- **Working data**:
>>>

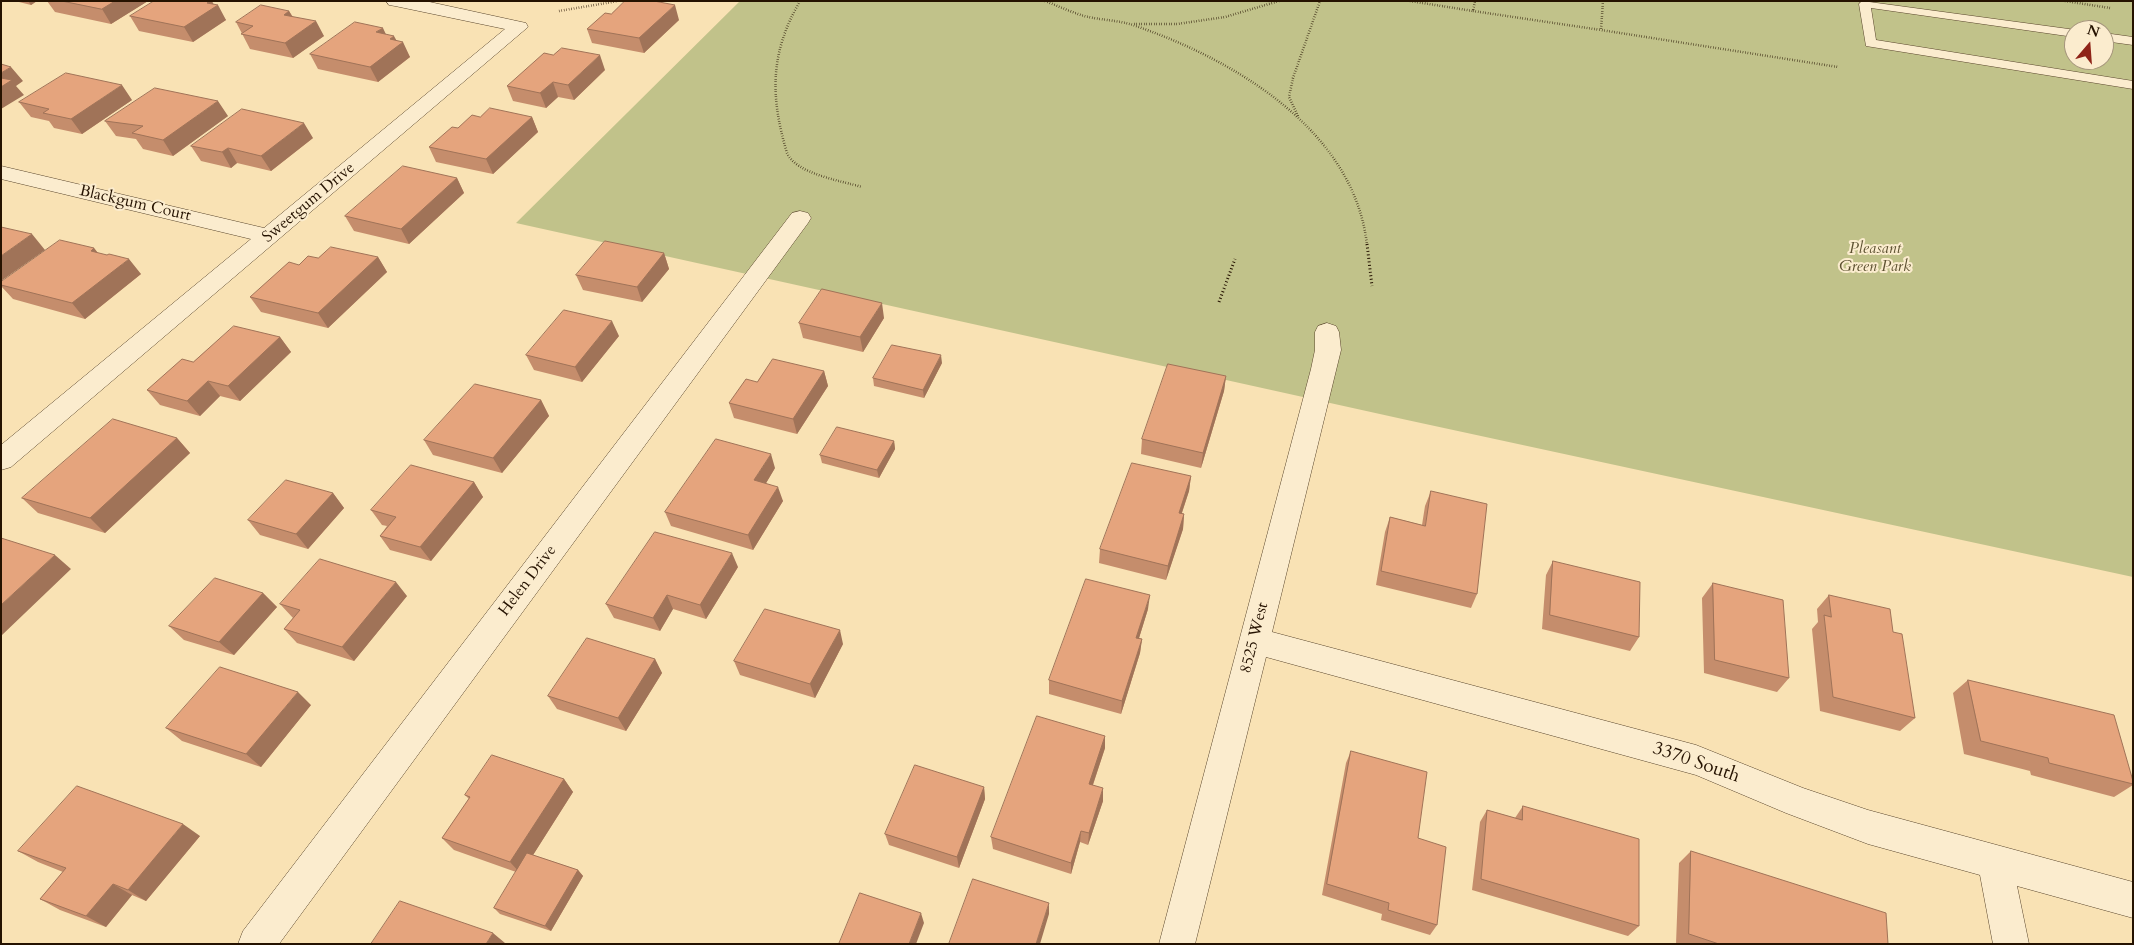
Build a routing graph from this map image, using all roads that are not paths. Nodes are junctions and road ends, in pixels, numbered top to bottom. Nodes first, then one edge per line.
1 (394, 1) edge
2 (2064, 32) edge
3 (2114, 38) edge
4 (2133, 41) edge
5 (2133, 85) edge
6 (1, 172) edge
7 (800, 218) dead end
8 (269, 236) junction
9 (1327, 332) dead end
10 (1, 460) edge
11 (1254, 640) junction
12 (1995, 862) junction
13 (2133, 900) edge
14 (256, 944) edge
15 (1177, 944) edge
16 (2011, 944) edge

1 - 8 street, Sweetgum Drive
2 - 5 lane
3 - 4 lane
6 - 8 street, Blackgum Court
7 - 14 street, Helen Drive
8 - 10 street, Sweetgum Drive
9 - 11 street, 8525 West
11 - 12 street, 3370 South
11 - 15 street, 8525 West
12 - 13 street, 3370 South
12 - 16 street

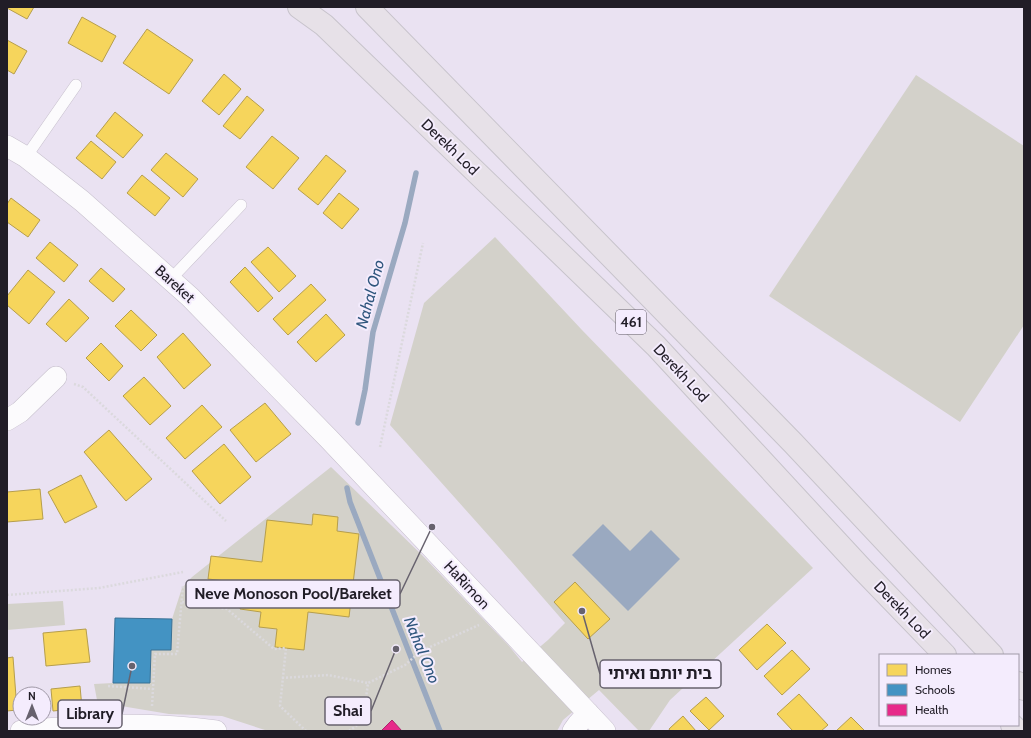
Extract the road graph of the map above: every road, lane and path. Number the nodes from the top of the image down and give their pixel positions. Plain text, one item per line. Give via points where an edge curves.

<<<
>>>

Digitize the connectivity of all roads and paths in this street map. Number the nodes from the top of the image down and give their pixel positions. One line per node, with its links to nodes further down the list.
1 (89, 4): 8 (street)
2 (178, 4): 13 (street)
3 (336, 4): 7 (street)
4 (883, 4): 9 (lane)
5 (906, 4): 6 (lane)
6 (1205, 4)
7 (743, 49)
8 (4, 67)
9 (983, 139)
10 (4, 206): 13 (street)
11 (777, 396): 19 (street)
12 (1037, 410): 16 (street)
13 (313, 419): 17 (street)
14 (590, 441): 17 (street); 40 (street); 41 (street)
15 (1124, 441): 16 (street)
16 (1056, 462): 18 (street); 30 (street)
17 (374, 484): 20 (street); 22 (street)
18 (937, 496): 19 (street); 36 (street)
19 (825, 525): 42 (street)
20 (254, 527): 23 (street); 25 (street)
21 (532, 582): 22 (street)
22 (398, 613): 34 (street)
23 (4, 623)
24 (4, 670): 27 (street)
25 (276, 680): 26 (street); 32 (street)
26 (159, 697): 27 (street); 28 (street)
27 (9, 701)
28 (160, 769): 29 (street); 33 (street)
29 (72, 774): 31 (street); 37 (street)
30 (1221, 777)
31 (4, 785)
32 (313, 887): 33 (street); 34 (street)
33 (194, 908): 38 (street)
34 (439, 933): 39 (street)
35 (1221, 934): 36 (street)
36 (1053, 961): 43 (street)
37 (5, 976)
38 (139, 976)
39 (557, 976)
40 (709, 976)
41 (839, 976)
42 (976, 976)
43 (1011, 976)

<<<

- **What needs to be done**:
Copy the lines above exactly, starting at the one with "Build a routing" and ending at the one with "Extract the road", both included. Leave out any pictures and add nothing else.

- **Solved exercise**:
Build a routing graph from this map image, using all roads that are not paths. Nodes are junctions and road ends, in pixels, numbered top to bottom. Nodes first, then one edge per line.
1 (394, 1) edge
2 (2064, 32) edge
3 (2114, 38) edge
4 (2133, 41) edge
5 (2133, 85) edge
6 (1, 172) edge
7 (800, 218) dead end
8 (269, 236) junction
9 (1327, 332) dead end
10 (1, 460) edge
11 (1254, 640) junction
12 (1995, 862) junction
13 (2133, 900) edge
14 (256, 944) edge
15 (1177, 944) edge
16 (2011, 944) edge

1 - 8 street, Sweetgum Drive
2 - 5 lane
3 - 4 lane
6 - 8 street, Blackgum Court
7 - 14 street, Helen Drive
8 - 10 street, Sweetgum Drive
9 - 11 street, 8525 West
11 - 12 street, 3370 South
11 - 15 street, 8525 West
12 - 13 street, 3370 South
12 - 16 street

Extract the road graph of the map above: every road, lane and path. Number the nodes from the top of the image down and give their pixel positions. Plain text, one item per line. Give via points where an edge curves.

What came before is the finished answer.